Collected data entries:
╭──
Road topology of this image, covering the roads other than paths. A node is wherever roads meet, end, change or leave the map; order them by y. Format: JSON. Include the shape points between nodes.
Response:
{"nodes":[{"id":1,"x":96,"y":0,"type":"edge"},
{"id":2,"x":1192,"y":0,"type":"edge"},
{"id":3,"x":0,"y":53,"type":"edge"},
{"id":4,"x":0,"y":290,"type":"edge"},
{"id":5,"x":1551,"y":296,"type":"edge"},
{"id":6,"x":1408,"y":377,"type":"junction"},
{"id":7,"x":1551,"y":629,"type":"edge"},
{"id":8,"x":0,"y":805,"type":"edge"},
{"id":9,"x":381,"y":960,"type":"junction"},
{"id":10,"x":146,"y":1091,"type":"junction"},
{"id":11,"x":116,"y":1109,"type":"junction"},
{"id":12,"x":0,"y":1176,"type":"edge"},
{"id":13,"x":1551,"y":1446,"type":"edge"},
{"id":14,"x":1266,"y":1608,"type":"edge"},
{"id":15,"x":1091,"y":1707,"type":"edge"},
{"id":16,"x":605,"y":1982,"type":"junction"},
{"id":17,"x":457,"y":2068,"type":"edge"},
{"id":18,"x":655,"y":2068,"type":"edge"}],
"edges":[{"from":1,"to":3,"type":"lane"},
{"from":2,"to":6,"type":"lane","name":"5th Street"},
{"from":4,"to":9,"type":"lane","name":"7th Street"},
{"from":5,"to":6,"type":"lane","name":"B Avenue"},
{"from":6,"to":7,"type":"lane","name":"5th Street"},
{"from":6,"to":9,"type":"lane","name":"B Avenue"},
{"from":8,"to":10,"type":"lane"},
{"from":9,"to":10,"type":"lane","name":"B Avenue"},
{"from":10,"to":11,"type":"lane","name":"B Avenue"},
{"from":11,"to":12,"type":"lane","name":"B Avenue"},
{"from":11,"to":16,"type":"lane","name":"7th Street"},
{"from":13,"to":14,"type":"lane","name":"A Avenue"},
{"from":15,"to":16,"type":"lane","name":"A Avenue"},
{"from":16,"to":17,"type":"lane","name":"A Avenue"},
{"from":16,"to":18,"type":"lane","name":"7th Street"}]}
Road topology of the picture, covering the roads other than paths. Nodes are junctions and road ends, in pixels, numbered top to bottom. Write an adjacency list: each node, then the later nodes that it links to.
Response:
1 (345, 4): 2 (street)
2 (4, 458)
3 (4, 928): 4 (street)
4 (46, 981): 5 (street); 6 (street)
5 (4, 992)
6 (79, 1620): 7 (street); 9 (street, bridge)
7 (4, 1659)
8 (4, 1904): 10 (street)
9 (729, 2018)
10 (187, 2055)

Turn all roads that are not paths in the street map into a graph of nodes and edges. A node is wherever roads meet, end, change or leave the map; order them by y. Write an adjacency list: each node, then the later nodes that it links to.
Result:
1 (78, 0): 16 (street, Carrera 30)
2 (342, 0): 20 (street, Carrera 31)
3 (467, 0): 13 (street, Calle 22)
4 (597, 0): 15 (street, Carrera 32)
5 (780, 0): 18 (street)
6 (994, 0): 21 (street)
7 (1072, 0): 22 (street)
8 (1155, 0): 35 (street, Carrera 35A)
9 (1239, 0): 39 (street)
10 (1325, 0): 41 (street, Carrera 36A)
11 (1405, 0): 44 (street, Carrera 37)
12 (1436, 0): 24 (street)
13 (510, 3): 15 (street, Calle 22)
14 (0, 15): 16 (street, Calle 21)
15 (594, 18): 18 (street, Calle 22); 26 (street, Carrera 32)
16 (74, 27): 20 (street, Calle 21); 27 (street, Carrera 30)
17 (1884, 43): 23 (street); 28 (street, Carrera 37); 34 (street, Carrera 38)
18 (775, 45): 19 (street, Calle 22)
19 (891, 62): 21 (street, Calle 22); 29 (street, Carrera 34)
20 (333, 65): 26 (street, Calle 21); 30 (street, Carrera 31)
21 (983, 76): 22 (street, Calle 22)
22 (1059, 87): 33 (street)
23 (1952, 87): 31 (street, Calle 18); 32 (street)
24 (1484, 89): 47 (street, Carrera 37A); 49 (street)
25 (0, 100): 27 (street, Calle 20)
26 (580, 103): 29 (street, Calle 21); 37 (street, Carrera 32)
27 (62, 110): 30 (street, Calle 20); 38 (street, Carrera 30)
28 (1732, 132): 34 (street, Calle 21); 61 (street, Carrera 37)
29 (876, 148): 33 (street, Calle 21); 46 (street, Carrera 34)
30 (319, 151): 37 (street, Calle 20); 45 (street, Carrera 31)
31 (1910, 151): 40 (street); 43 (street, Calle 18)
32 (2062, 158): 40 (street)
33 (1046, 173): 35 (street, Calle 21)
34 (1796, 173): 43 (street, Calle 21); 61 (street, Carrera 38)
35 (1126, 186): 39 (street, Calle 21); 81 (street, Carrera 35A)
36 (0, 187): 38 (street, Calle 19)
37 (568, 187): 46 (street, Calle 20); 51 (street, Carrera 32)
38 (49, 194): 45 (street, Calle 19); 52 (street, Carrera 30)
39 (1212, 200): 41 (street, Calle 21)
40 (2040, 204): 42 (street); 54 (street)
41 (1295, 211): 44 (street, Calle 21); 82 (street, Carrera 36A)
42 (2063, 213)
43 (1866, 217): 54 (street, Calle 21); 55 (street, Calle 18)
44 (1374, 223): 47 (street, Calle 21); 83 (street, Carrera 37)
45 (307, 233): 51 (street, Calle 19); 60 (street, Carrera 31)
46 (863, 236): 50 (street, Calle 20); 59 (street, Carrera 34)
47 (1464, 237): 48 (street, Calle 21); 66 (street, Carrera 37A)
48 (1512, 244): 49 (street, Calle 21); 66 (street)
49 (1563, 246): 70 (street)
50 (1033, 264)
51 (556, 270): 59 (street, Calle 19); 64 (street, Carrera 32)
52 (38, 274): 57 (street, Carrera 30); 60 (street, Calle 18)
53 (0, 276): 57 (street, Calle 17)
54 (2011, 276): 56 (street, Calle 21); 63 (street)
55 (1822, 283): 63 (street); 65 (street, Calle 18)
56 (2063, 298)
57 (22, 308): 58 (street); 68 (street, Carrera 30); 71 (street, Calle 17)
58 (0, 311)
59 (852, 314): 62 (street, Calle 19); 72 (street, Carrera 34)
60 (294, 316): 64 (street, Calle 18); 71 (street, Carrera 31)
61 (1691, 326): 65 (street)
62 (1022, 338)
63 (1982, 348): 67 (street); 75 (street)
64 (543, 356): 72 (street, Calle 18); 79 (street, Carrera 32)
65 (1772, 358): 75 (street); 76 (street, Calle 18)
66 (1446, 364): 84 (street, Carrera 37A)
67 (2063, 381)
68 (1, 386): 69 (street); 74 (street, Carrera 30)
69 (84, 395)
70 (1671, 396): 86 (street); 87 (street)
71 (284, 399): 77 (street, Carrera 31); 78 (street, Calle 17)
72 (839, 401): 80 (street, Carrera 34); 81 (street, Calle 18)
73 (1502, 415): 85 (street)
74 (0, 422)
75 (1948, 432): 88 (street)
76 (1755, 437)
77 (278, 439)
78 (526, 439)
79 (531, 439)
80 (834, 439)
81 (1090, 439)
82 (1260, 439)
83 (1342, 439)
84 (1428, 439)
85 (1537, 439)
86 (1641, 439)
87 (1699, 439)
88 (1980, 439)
╰──
Problem requirements –
For this exercise, all the data must be repeated exactly.

Answer to the exercise –
Road topology of this image, covering the roads other than paths. A node is wherever roads meet, end, change or leave the map; order them by y. Format: JSON. Include the shape points between nodes.
Response:
{"nodes":[{"id":1,"x":96,"y":0,"type":"edge"},
{"id":2,"x":1192,"y":0,"type":"edge"},
{"id":3,"x":0,"y":53,"type":"edge"},
{"id":4,"x":0,"y":290,"type":"edge"},
{"id":5,"x":1551,"y":296,"type":"edge"},
{"id":6,"x":1408,"y":377,"type":"junction"},
{"id":7,"x":1551,"y":629,"type":"edge"},
{"id":8,"x":0,"y":805,"type":"edge"},
{"id":9,"x":381,"y":960,"type":"junction"},
{"id":10,"x":146,"y":1091,"type":"junction"},
{"id":11,"x":116,"y":1109,"type":"junction"},
{"id":12,"x":0,"y":1176,"type":"edge"},
{"id":13,"x":1551,"y":1446,"type":"edge"},
{"id":14,"x":1266,"y":1608,"type":"edge"},
{"id":15,"x":1091,"y":1707,"type":"edge"},
{"id":16,"x":605,"y":1982,"type":"junction"},
{"id":17,"x":457,"y":2068,"type":"edge"},
{"id":18,"x":655,"y":2068,"type":"edge"}],
"edges":[{"from":1,"to":3,"type":"lane"},
{"from":2,"to":6,"type":"lane","name":"5th Street"},
{"from":4,"to":9,"type":"lane","name":"7th Street"},
{"from":5,"to":6,"type":"lane","name":"B Avenue"},
{"from":6,"to":7,"type":"lane","name":"5th Street"},
{"from":6,"to":9,"type":"lane","name":"B Avenue"},
{"from":8,"to":10,"type":"lane"},
{"from":9,"to":10,"type":"lane","name":"B Avenue"},
{"from":10,"to":11,"type":"lane","name":"B Avenue"},
{"from":11,"to":12,"type":"lane","name":"B Avenue"},
{"from":11,"to":16,"type":"lane","name":"7th Street"},
{"from":13,"to":14,"type":"lane","name":"A Avenue"},
{"from":15,"to":16,"type":"lane","name":"A Avenue"},
{"from":16,"to":17,"type":"lane","name":"A Avenue"},
{"from":16,"to":18,"type":"lane","name":"7th Street"}]}
Road topology of the picture, covering the roads other than paths. Nodes are junctions and road ends, in pixels, numbered top to bottom. Write an adjacency list: each node, then the later nodes that it links to.
Response:
1 (345, 4): 2 (street)
2 (4, 458)
3 (4, 928): 4 (street)
4 (46, 981): 5 (street); 6 (street)
5 (4, 992)
6 (79, 1620): 7 (street); 9 (street, bridge)
7 (4, 1659)
8 (4, 1904): 10 (street)
9 (729, 2018)
10 (187, 2055)

Turn all roads that are not paths in the street map into a graph of nodes and edges. A node is wherever roads meet, end, change or leave the map; order them by y. Write an adjacency list: each node, then the later nodes that it links to.
Result:
1 (78, 0): 16 (street, Carrera 30)
2 (342, 0): 20 (street, Carrera 31)
3 (467, 0): 13 (street, Calle 22)
4 (597, 0): 15 (street, Carrera 32)
5 (780, 0): 18 (street)
6 (994, 0): 21 (street)
7 (1072, 0): 22 (street)
8 (1155, 0): 35 (street, Carrera 35A)
9 (1239, 0): 39 (street)
10 (1325, 0): 41 (street, Carrera 36A)
11 (1405, 0): 44 (street, Carrera 37)
12 (1436, 0): 24 (street)
13 (510, 3): 15 (street, Calle 22)
14 (0, 15): 16 (street, Calle 21)
15 (594, 18): 18 (street, Calle 22); 26 (street, Carrera 32)
16 (74, 27): 20 (street, Calle 21); 27 (street, Carrera 30)
17 (1884, 43): 23 (street); 28 (street, Carrera 37); 34 (street, Carrera 38)
18 (775, 45): 19 (street, Calle 22)
19 (891, 62): 21 (street, Calle 22); 29 (street, Carrera 34)
20 (333, 65): 26 (street, Calle 21); 30 (street, Carrera 31)
21 (983, 76): 22 (street, Calle 22)
22 (1059, 87): 33 (street)
23 (1952, 87): 31 (street, Calle 18); 32 (street)
24 (1484, 89): 47 (street, Carrera 37A); 49 (street)
25 (0, 100): 27 (street, Calle 20)
26 (580, 103): 29 (street, Calle 21); 37 (street, Carrera 32)
27 (62, 110): 30 (street, Calle 20); 38 (street, Carrera 30)
28 (1732, 132): 34 (street, Calle 21); 61 (street, Carrera 37)
29 (876, 148): 33 (street, Calle 21); 46 (street, Carrera 34)
30 (319, 151): 37 (street, Calle 20); 45 (street, Carrera 31)
31 (1910, 151): 40 (street); 43 (street, Calle 18)
32 (2062, 158): 40 (street)
33 (1046, 173): 35 (street, Calle 21)
34 (1796, 173): 43 (street, Calle 21); 61 (street, Carrera 38)
35 (1126, 186): 39 (street, Calle 21); 81 (street, Carrera 35A)
36 (0, 187): 38 (street, Calle 19)
37 (568, 187): 46 (street, Calle 20); 51 (street, Carrera 32)
38 (49, 194): 45 (street, Calle 19); 52 (street, Carrera 30)
39 (1212, 200): 41 (street, Calle 21)
40 (2040, 204): 42 (street); 54 (street)
41 (1295, 211): 44 (street, Calle 21); 82 (street, Carrera 36A)
42 (2063, 213)
43 (1866, 217): 54 (street, Calle 21); 55 (street, Calle 18)
44 (1374, 223): 47 (street, Calle 21); 83 (street, Carrera 37)
45 (307, 233): 51 (street, Calle 19); 60 (street, Carrera 31)
46 (863, 236): 50 (street, Calle 20); 59 (street, Carrera 34)
47 (1464, 237): 48 (street, Calle 21); 66 (street, Carrera 37A)
48 (1512, 244): 49 (street, Calle 21); 66 (street)
49 (1563, 246): 70 (street)
50 (1033, 264)
51 (556, 270): 59 (street, Calle 19); 64 (street, Carrera 32)
52 (38, 274): 57 (street, Carrera 30); 60 (street, Calle 18)
53 (0, 276): 57 (street, Calle 17)
54 (2011, 276): 56 (street, Calle 21); 63 (street)
55 (1822, 283): 63 (street); 65 (street, Calle 18)
56 (2063, 298)
57 (22, 308): 58 (street); 68 (street, Carrera 30); 71 (street, Calle 17)
58 (0, 311)
59 (852, 314): 62 (street, Calle 19); 72 (street, Carrera 34)
60 (294, 316): 64 (street, Calle 18); 71 (street, Carrera 31)
61 (1691, 326): 65 (street)
62 (1022, 338)
63 (1982, 348): 67 (street); 75 (street)
64 (543, 356): 72 (street, Calle 18); 79 (street, Carrera 32)
65 (1772, 358): 75 (street); 76 (street, Calle 18)
66 (1446, 364): 84 (street, Carrera 37A)
67 (2063, 381)
68 (1, 386): 69 (street); 74 (street, Carrera 30)
69 (84, 395)
70 (1671, 396): 86 (street); 87 (street)
71 (284, 399): 77 (street, Carrera 31); 78 (street, Calle 17)
72 (839, 401): 80 (street, Carrera 34); 81 (street, Calle 18)
73 (1502, 415): 85 (street)
74 (0, 422)
75 (1948, 432): 88 (street)
76 (1755, 437)
77 (278, 439)
78 (526, 439)
79 (531, 439)
80 (834, 439)
81 (1090, 439)
82 (1260, 439)
83 (1342, 439)
84 (1428, 439)
85 (1537, 439)
86 (1641, 439)
87 (1699, 439)
88 (1980, 439)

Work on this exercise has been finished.